Data to use
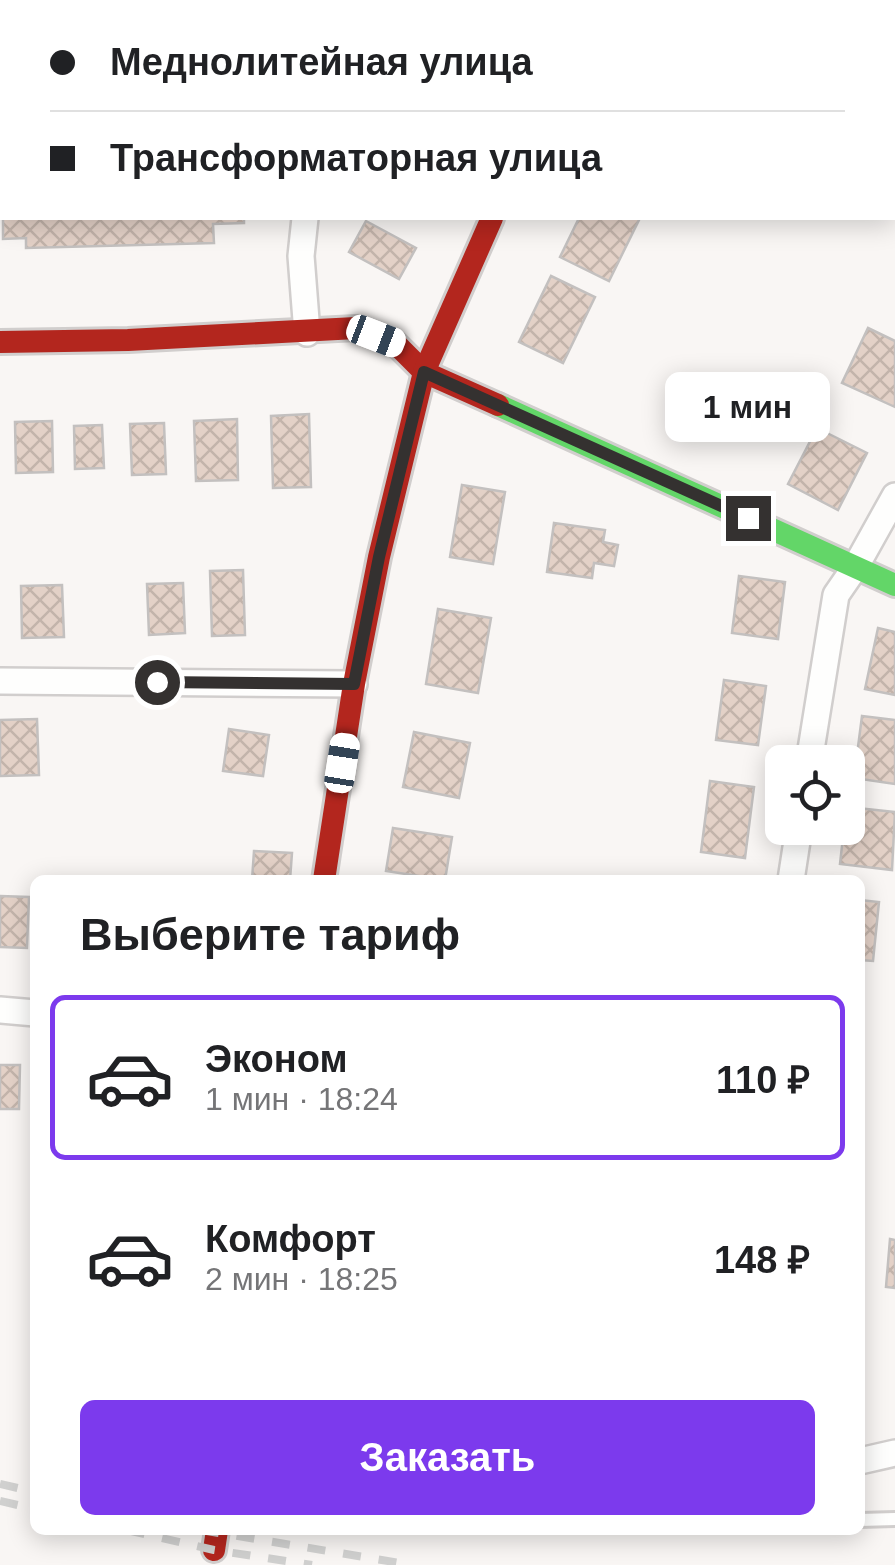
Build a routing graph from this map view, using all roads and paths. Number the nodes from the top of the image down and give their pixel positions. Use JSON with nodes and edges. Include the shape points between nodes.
{"nodes":[{"id":1,"x":305,"y":220,"type":"edge"},
{"id":2,"x":491,"y":220,"type":"edge"},
{"id":3,"x":307,"y":333,"type":"junction"},
{"id":4,"x":0,"y":342,"type":"edge"},
{"id":5,"x":424,"y":372,"type":"junction"},
{"id":6,"x":895,"y":496,"type":"edge"},
{"id":7,"x":856,"y":566,"type":"junction"},
{"id":8,"x":895,"y":584,"type":"edge"},
{"id":9,"x":0,"y":681,"type":"edge"},
{"id":10,"x":354,"y":684,"type":"junction"},
{"id":11,"x":812,"y":745,"type":"edge"},
{"id":12,"x":796,"y":845,"type":"edge"},
{"id":13,"x":325,"y":875,"type":"edge"},
{"id":14,"x":791,"y":875,"type":"edge"},
{"id":15,"x":0,"y":1010,"type":"edge"},
{"id":16,"x":30,"y":1013,"type":"edge"},
{"id":17,"x":895,"y":1453,"type":"edge"},
{"id":18,"x":865,"y":1460,"type":"edge"},
{"id":19,"x":895,"y":1519,"type":"edge"},
{"id":20,"x":865,"y":1520,"type":"edge"}],
"edges":[{"from":1,"to":3,"type":"street"},
{"from":2,"to":5,"type":"street"},
{"from":3,"to":4,"type":"street"},
{"from":3,"to":5,"type":"street","via":[[356,328],[394,343]]},
{"from":5,"to":7,"type":"street"},
{"from":5,"to":10,"type":"street"},
{"from":6,"to":7,"type":"street"},
{"from":7,"to":8,"type":"street"},
{"from":7,"to":11,"type":"street","via":[[836,595]]},
{"from":9,"to":10,"type":"street"},
{"from":10,"to":13,"type":"street"},
{"from":12,"to":14,"type":"street"},
{"from":15,"to":16,"type":"street"},
{"from":17,"to":18,"type":"street"},
{"from":19,"to":20,"type":"lane"}]}
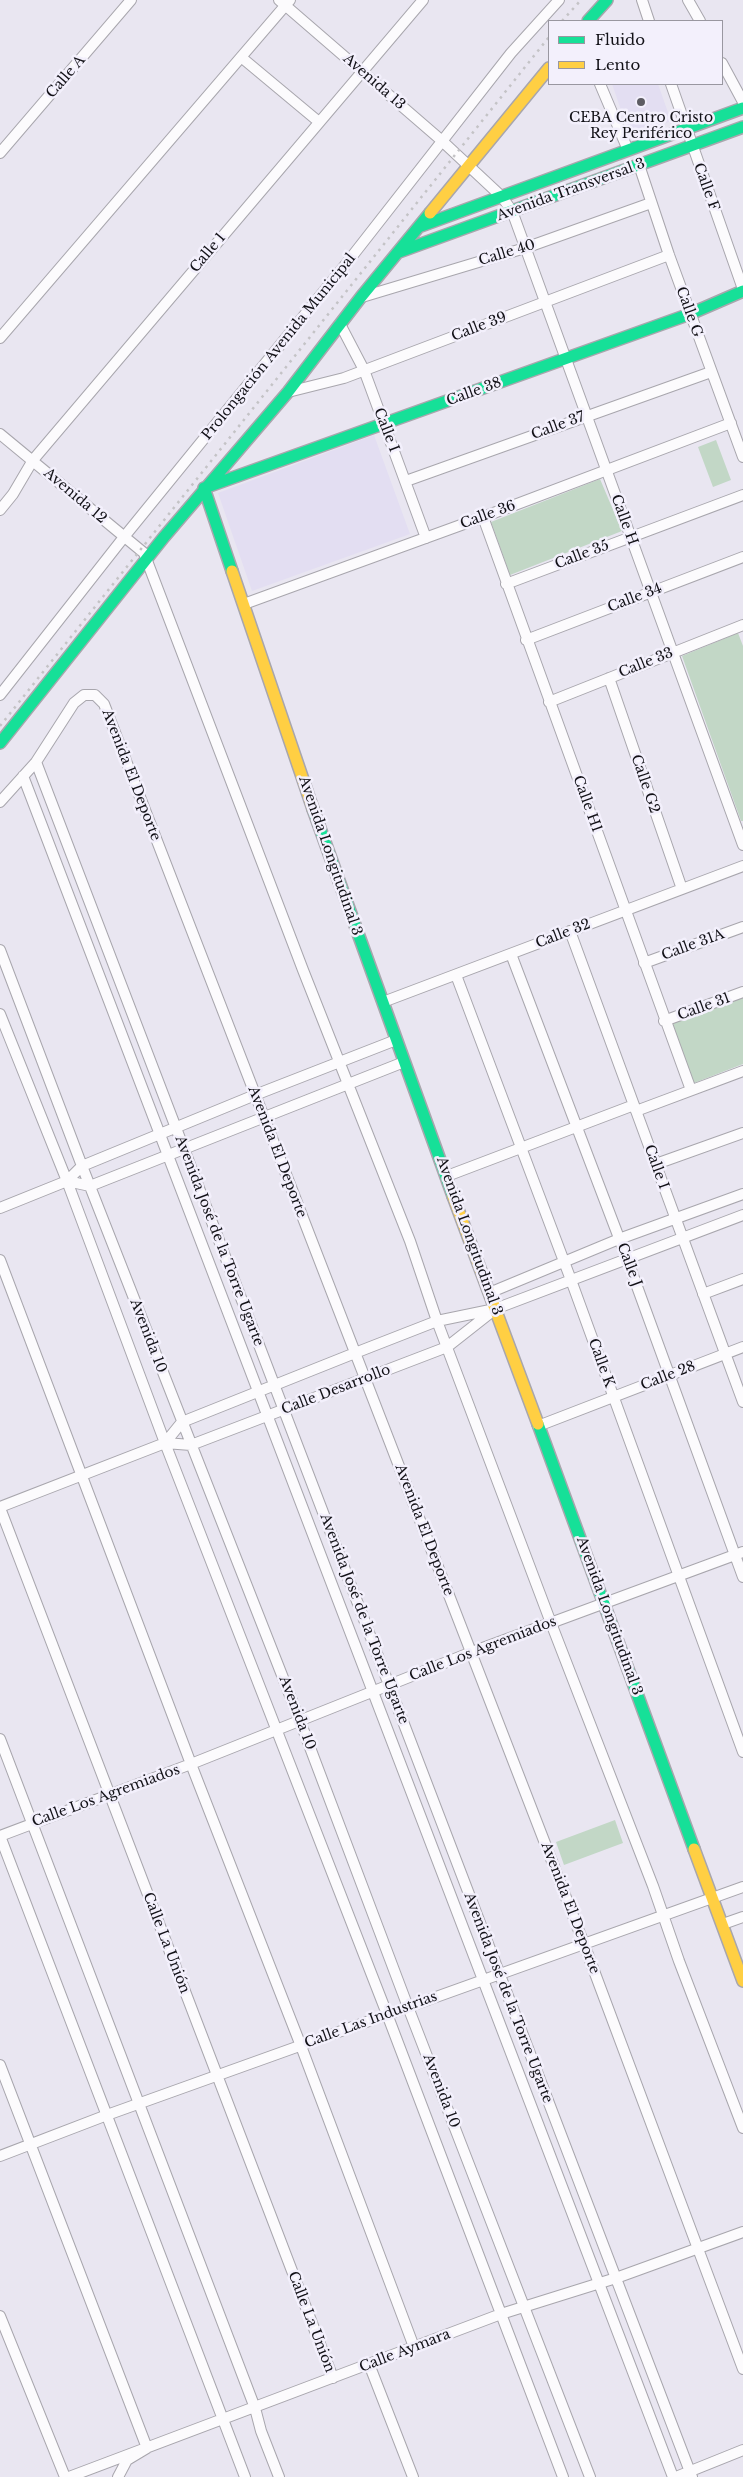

Your goal
What lines in the material above include "nodes"? Copy every one of them.

Your solution
Build a routing graph from this map view, using all roads and paths. Number the nodes from the top of the image down and give their pixel positions. Use JSON with nodes and edges. Include the shape points between nodes.
{"nodes":[{"id":1,"x":305,"y":220,"type":"edge"},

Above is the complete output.